Ich bin das Mädchen für alles. Auf der einen Seite bin ich Spielerbetreuer, wenn nötig, helfe ich bei der Arbeit mit den Medien, und falls es sonst etwas zu erledigen gibt, mache ich das auch. Wohnungen übergeben zum Beispiel.

Wir haben nicht nach einer Stellenbeschreibung gefragt, weil wir gar nicht wissen, ob Sie angestellt sind beim FCB.

Bin ich nicht.

Sie machen das aus karitativen Motiven heraus?

Nein, auch nicht. Es ist eine Vereinbarung zwischen der ehemaligen Präsidentin und dem jetzigen Präsidenten, dass ich die Aufgaben, die ich schon während der Amtszeit von Gigi Oeri als ihr persönlicher Assistent übernommen habe, auch weiterhin mache.

Wo sind Sie Gigi Oeri über den Weg gelaufen, und wie wurden Sie ihr persönlicher Assistent?

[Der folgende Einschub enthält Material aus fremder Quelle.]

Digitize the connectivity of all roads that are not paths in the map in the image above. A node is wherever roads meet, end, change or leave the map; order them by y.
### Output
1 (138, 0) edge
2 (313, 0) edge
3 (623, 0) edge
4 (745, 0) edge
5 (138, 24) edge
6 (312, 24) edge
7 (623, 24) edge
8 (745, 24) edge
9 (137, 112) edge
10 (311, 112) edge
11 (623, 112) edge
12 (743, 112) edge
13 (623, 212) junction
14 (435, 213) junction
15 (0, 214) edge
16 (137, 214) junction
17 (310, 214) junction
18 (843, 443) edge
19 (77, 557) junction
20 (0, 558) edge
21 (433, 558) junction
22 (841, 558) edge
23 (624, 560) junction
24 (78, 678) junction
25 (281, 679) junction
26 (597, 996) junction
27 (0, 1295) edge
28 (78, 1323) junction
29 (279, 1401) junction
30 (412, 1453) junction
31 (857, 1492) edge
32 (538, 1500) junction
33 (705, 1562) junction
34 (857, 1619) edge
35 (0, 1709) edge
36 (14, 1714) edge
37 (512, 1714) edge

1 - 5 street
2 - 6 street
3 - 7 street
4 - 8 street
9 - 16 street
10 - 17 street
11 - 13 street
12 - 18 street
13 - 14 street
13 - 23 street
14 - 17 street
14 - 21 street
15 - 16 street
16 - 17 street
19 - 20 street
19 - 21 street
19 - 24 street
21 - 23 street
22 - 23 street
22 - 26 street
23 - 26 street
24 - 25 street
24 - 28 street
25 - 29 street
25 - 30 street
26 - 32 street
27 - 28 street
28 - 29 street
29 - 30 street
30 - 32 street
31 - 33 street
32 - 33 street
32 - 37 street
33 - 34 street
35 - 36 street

Kennengelernt habe ich sie im John Valentine Fitness Club. Zu Beginn war ich so etwas wie ihr Chauffeur, etwa zu den Spielen des FCB. Zu Auswärtsspielen bin ich schon vorher gefahren, aber von da an war ich eben mit Frau Oeri unterwegs und sass im VIP-Sektor statt in der Fankurve. So bin ich in die Tätigkeit als Gigi Oeris Assistent hineingewachsen, und daraus hat sich der Job beim FCB entwickelt.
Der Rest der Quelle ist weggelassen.